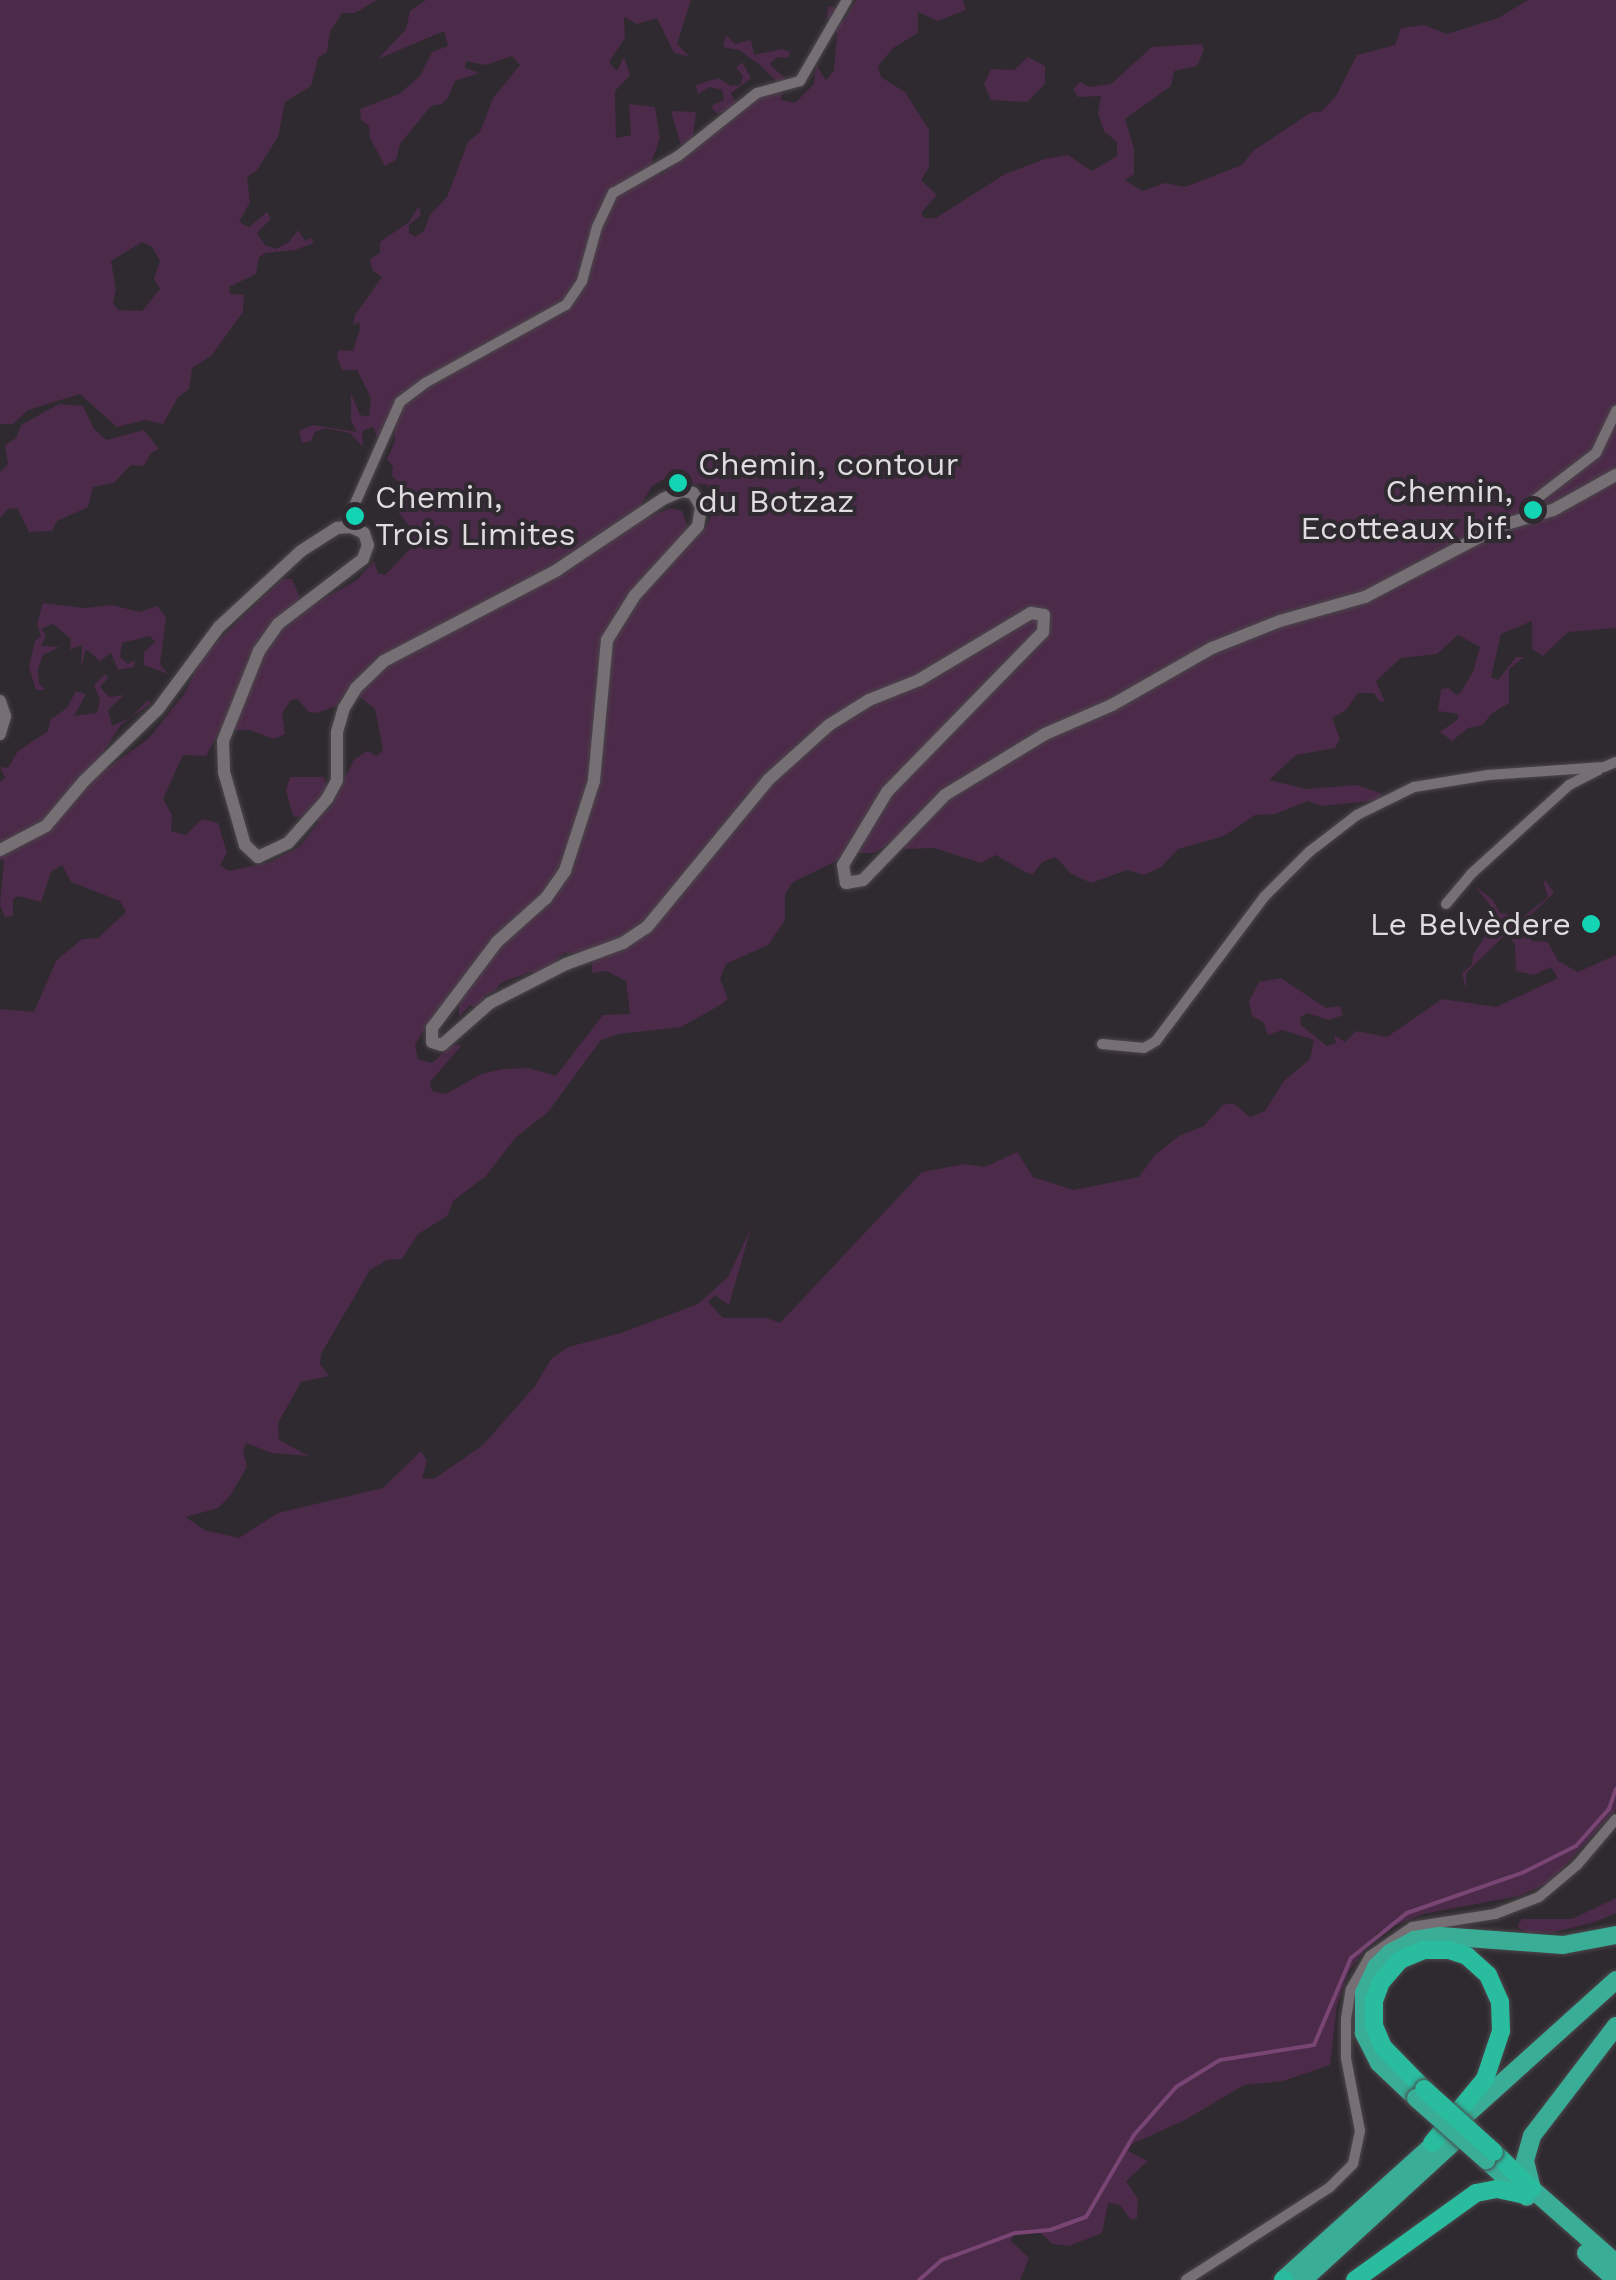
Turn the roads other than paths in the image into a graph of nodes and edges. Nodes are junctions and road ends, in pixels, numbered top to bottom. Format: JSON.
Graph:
{"nodes":[{"id":1,"x":847,"y":0,"type":"edge"},
{"id":2,"x":1616,"y":412,"type":"edge"},
{"id":3,"x":1616,"y":475,"type":"edge"},
{"id":4,"x":1529,"y":518,"type":"junction"},
{"id":5,"x":345,"y":526,"type":"junction"},
{"id":6,"x":0,"y":701,"type":"edge"},
{"id":7,"x":0,"y":734,"type":"edge"},
{"id":8,"x":1616,"y":762,"type":"edge"},
{"id":9,"x":1604,"y":768,"type":"junction"},
{"id":10,"x":0,"y":850,"type":"edge"},
{"id":11,"x":1446,"y":904,"type":"dead end"},
{"id":12,"x":1102,"y":1044,"type":"dead end"},
{"id":13,"x":1616,"y":1819,"type":"edge"},
{"id":14,"x":1616,"y":1934,"type":"edge"},
{"id":15,"x":1616,"y":1980,"type":"edge"},
{"id":16,"x":1616,"y":1988,"type":"edge"},
{"id":17,"x":1616,"y":2026,"type":"edge"},
{"id":18,"x":1420,"y":2093,"type":"junction"},
{"id":19,"x":1432,"y":2144,"type":"junction"},
{"id":20,"x":1529,"y":2192,"type":"junction"},
{"id":21,"x":1616,"y":2263,"type":"edge"},
{"id":22,"x":1186,"y":2280,"type":"edge"},
{"id":23,"x":1290,"y":2280,"type":"edge"},
{"id":24,"x":1354,"y":2280,"type":"edge"},
{"id":25,"x":1616,"y":2280,"type":"edge"}],
"edges":[{"from":1,"to":5,"type":"street"},
{"from":2,"to":4,"type":"street"},
{"from":3,"to":4,"type":"street"},
{"from":4,"to":5,"type":"street"},
{"from":5,"to":10,"type":"street"},
{"from":6,"to":7,"type":"street"},
{"from":8,"to":9,"type":"street"},
{"from":9,"to":11,"type":"street"},
{"from":9,"to":12,"type":"street"},
{"from":13,"to":22,"type":"street"},
{"from":14,"to":18,"type":"highway"},
{"from":15,"to":19,"type":"highway"},
{"from":16,"to":23,"type":"highway"},
{"from":17,"to":20,"type":"highway"},
{"from":18,"to":19,"type":"highway"},
{"from":18,"to":20,"type":"highway","bridge":true},
{"from":19,"to":23,"type":"highway"},
{"from":20,"to":21,"type":"highway"},
{"from":20,"to":24,"type":"highway"},
{"from":20,"to":25,"type":"highway"}]}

== WHAT THIS TASK INVOLVES ==
Exclude every image and return the material above exactly.

== EXERCISE RESPONSE ==
Turn the roads other than paths in the image into a graph of nodes and edges. Nodes are junctions and road ends, in pixels, numbered top to bottom. Format: JSON.
Graph:
{"nodes":[{"id":1,"x":847,"y":0,"type":"edge"},
{"id":2,"x":1616,"y":412,"type":"edge"},
{"id":3,"x":1616,"y":475,"type":"edge"},
{"id":4,"x":1529,"y":518,"type":"junction"},
{"id":5,"x":345,"y":526,"type":"junction"},
{"id":6,"x":0,"y":701,"type":"edge"},
{"id":7,"x":0,"y":734,"type":"edge"},
{"id":8,"x":1616,"y":762,"type":"edge"},
{"id":9,"x":1604,"y":768,"type":"junction"},
{"id":10,"x":0,"y":850,"type":"edge"},
{"id":11,"x":1446,"y":904,"type":"dead end"},
{"id":12,"x":1102,"y":1044,"type":"dead end"},
{"id":13,"x":1616,"y":1819,"type":"edge"},
{"id":14,"x":1616,"y":1934,"type":"edge"},
{"id":15,"x":1616,"y":1980,"type":"edge"},
{"id":16,"x":1616,"y":1988,"type":"edge"},
{"id":17,"x":1616,"y":2026,"type":"edge"},
{"id":18,"x":1420,"y":2093,"type":"junction"},
{"id":19,"x":1432,"y":2144,"type":"junction"},
{"id":20,"x":1529,"y":2192,"type":"junction"},
{"id":21,"x":1616,"y":2263,"type":"edge"},
{"id":22,"x":1186,"y":2280,"type":"edge"},
{"id":23,"x":1290,"y":2280,"type":"edge"},
{"id":24,"x":1354,"y":2280,"type":"edge"},
{"id":25,"x":1616,"y":2280,"type":"edge"}],
"edges":[{"from":1,"to":5,"type":"street"},
{"from":2,"to":4,"type":"street"},
{"from":3,"to":4,"type":"street"},
{"from":4,"to":5,"type":"street"},
{"from":5,"to":10,"type":"street"},
{"from":6,"to":7,"type":"street"},
{"from":8,"to":9,"type":"street"},
{"from":9,"to":11,"type":"street"},
{"from":9,"to":12,"type":"street"},
{"from":13,"to":22,"type":"street"},
{"from":14,"to":18,"type":"highway"},
{"from":15,"to":19,"type":"highway"},
{"from":16,"to":23,"type":"highway"},
{"from":17,"to":20,"type":"highway"},
{"from":18,"to":19,"type":"highway"},
{"from":18,"to":20,"type":"highway","bridge":true},
{"from":19,"to":23,"type":"highway"},
{"from":20,"to":21,"type":"highway"},
{"from":20,"to":24,"type":"highway"},
{"from":20,"to":25,"type":"highway"}]}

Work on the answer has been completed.